Meta-analyses from Europe and Asia indicate that four-drug treatment regimens are more effective than three-drug regimens for the eradication of H. pylori infection, and, with fewer antibiotic doses, are also cheaper. In a study in The Lancet, E. Robert Greenberg et al. now report that triple therapy appears to be the optimal regimen in Latin American populations, where the burden of H. pylori infection is high.

Using a randomized, unblinded clinical trial, Greenberg et al. compared three antibiotic regimens: triple therapy (14 days lansoprazole, amoxicillin and clarithromycin), concomitant quadruple therapy (5 days lansoprazole, amoxicillin, clathromycin and metronidazole) and sequential quadruple therapy (5 days lansoprazole and amoxicillin; 5 days lansoprazole, clarithromycin and metronidazole). 1,463 participants with H. pylori infection from seven Latin American regions were included.

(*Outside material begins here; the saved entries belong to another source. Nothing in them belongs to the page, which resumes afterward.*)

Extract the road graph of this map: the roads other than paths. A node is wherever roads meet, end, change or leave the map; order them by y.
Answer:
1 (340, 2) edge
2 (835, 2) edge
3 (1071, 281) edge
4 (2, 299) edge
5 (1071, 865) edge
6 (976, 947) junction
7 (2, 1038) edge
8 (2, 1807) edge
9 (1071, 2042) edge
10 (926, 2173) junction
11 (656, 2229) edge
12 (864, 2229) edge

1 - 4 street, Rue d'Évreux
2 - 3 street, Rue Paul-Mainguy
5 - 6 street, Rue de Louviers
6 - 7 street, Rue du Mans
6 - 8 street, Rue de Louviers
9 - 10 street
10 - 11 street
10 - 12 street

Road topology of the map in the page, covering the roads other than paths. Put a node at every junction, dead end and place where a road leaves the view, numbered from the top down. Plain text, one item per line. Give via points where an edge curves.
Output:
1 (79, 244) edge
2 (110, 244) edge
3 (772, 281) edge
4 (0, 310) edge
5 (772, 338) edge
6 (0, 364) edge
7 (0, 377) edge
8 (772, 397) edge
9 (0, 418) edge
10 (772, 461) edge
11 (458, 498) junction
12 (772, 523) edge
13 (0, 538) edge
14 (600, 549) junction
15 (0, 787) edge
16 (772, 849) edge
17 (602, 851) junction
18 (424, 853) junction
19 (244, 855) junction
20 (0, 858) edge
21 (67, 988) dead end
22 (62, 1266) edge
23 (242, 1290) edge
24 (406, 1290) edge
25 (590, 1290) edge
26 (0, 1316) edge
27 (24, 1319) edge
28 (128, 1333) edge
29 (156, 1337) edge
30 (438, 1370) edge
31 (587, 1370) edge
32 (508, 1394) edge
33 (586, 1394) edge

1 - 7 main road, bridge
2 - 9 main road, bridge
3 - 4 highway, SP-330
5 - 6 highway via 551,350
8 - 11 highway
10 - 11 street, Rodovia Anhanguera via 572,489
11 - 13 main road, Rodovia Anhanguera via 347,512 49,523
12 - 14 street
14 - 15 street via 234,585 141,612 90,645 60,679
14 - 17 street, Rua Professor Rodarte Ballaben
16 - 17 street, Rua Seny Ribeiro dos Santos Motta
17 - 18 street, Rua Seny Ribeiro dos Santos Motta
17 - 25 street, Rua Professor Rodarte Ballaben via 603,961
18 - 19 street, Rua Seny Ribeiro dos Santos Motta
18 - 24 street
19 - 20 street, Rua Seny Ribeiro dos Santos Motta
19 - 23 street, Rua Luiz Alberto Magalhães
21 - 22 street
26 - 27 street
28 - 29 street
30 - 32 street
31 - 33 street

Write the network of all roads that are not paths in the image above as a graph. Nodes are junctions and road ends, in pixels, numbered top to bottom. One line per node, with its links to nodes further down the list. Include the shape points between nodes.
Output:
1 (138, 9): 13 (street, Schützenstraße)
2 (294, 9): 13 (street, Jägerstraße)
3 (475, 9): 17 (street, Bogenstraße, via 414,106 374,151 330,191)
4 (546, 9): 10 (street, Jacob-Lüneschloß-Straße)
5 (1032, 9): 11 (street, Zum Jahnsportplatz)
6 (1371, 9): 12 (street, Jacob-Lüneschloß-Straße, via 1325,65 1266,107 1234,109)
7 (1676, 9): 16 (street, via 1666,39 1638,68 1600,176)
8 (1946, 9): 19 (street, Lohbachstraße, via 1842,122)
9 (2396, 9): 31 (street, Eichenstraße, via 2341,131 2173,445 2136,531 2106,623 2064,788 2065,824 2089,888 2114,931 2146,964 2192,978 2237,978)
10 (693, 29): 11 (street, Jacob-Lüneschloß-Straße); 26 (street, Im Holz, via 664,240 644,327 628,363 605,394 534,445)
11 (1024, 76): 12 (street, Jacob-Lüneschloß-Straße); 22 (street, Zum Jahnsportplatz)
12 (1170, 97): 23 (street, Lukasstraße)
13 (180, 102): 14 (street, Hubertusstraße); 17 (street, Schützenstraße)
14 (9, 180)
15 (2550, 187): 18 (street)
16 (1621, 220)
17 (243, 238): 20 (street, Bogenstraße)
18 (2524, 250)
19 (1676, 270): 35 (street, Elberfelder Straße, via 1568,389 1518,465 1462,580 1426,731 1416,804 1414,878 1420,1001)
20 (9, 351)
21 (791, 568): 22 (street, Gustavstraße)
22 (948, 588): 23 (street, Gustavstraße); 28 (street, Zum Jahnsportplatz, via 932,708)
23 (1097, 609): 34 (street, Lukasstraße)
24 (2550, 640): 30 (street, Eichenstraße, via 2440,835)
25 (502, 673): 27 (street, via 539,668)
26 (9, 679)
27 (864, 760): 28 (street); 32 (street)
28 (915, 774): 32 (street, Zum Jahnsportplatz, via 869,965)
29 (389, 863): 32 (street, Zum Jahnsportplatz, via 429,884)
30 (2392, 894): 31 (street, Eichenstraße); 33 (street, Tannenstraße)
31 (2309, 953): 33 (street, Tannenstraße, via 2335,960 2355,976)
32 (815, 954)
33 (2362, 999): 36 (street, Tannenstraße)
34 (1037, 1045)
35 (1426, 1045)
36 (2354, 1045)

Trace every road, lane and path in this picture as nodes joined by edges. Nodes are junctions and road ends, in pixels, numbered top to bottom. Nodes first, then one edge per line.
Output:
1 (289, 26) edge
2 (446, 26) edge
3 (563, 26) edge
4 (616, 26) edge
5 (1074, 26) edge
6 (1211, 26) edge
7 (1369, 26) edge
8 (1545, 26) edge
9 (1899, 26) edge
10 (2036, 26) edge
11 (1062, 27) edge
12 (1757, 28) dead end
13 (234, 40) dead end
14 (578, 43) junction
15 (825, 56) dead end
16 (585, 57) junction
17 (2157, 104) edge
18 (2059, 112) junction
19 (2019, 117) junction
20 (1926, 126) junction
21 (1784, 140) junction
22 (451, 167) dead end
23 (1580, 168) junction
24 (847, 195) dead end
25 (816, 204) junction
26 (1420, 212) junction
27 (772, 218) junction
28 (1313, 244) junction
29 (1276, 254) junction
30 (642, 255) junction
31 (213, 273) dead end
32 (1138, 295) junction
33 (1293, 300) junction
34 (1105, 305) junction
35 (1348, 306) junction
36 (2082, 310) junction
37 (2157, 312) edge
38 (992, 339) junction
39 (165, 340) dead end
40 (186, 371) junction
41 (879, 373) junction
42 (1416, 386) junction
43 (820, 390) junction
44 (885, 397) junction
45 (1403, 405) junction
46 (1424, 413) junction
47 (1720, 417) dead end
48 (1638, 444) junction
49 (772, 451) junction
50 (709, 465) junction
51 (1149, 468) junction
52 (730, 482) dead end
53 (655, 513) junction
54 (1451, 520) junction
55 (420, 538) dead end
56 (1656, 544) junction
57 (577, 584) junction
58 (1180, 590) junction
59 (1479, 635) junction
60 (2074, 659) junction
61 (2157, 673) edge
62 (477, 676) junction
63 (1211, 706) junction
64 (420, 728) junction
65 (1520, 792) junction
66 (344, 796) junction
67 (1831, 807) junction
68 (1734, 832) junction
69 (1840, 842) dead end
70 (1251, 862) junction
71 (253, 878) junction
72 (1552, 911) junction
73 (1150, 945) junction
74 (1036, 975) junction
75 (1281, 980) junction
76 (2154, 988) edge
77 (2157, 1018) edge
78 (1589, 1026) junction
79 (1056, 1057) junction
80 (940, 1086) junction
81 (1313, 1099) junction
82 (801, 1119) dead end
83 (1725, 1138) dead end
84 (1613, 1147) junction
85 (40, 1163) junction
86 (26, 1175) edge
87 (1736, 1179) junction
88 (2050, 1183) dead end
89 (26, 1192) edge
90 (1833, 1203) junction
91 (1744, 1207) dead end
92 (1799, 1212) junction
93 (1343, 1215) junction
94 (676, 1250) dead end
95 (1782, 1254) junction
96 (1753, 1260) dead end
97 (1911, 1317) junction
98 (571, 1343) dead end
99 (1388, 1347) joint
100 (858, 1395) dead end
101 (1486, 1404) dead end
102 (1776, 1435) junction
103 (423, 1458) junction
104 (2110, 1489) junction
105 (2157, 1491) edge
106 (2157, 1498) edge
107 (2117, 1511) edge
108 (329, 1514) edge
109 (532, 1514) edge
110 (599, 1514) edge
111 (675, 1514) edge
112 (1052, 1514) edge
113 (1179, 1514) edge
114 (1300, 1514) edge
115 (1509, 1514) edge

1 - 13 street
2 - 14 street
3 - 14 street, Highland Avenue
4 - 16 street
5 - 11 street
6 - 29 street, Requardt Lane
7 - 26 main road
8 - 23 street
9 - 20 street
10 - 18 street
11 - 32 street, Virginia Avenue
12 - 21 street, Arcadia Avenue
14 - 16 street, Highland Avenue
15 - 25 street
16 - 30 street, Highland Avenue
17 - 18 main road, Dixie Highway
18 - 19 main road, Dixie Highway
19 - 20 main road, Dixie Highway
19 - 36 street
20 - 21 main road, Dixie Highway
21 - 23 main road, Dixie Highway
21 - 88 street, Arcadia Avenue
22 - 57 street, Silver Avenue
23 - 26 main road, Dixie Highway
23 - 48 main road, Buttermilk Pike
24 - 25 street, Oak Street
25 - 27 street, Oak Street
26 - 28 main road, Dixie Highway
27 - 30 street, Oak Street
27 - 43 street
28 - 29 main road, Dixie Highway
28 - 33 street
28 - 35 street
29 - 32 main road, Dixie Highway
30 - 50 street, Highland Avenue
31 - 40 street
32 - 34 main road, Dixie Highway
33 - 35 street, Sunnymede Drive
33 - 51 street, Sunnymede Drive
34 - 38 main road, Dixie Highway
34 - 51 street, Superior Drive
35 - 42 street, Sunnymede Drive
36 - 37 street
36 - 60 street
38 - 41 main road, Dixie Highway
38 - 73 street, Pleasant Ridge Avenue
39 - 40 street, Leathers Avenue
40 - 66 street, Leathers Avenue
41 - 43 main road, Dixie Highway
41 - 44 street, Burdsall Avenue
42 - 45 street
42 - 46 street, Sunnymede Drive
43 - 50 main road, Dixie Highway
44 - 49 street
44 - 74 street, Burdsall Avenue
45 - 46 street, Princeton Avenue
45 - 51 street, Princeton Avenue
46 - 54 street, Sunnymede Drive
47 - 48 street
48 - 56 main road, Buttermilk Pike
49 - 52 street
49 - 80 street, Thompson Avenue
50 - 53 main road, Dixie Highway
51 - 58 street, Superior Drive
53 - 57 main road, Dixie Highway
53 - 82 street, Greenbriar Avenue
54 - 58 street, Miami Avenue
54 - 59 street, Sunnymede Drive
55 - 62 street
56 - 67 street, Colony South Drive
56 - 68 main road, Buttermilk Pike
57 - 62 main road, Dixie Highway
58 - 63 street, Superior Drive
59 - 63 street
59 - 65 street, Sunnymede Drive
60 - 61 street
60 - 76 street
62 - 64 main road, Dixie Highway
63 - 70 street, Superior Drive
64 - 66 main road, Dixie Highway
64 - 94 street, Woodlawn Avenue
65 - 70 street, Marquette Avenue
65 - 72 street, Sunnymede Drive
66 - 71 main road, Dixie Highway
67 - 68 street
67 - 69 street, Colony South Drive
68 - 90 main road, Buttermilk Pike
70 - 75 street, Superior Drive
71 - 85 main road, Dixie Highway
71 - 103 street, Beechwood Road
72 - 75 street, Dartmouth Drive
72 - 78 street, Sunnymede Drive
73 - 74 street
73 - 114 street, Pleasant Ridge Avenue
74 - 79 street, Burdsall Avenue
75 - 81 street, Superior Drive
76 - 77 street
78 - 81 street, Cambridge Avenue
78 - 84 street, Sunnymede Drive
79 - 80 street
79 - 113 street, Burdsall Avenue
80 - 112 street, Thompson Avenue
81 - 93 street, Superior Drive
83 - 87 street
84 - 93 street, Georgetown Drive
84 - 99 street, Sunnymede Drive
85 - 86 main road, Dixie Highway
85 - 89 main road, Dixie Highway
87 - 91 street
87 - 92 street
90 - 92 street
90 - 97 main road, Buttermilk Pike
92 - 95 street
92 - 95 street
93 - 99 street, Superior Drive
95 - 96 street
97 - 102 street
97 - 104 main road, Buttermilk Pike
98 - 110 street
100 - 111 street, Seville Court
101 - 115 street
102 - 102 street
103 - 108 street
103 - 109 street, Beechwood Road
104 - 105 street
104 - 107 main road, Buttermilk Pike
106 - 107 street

Credit: Courtesy of E. Robert Greenberg

The unexpected principal finding was that “a higher proportion of participants had their infection eradicated with the standard three-drug, 14-day regimen than with either of the four-drug regimens” explains Greenberg. The probability of H. pylori eradication was 82.2% (401/488) after triple therapy compared with 73.6% (360/489) and 76.5% (372/486) after concomitant and sequential quadruple therapies, respectively, in the intention-to-treat analysis. Furthermore, “neither quadruple regimen was significantly better than triple therapy in any of the seven regions”.

“Our findings point out the need to be cautious about generalizing the results of H. pylori treatment trials to other populations,” says Greenberg. He adds that further studies “would enable an informed judgement as to whether a mass campaign of H. pylori eradication should be undertaken among select Latin American populations”.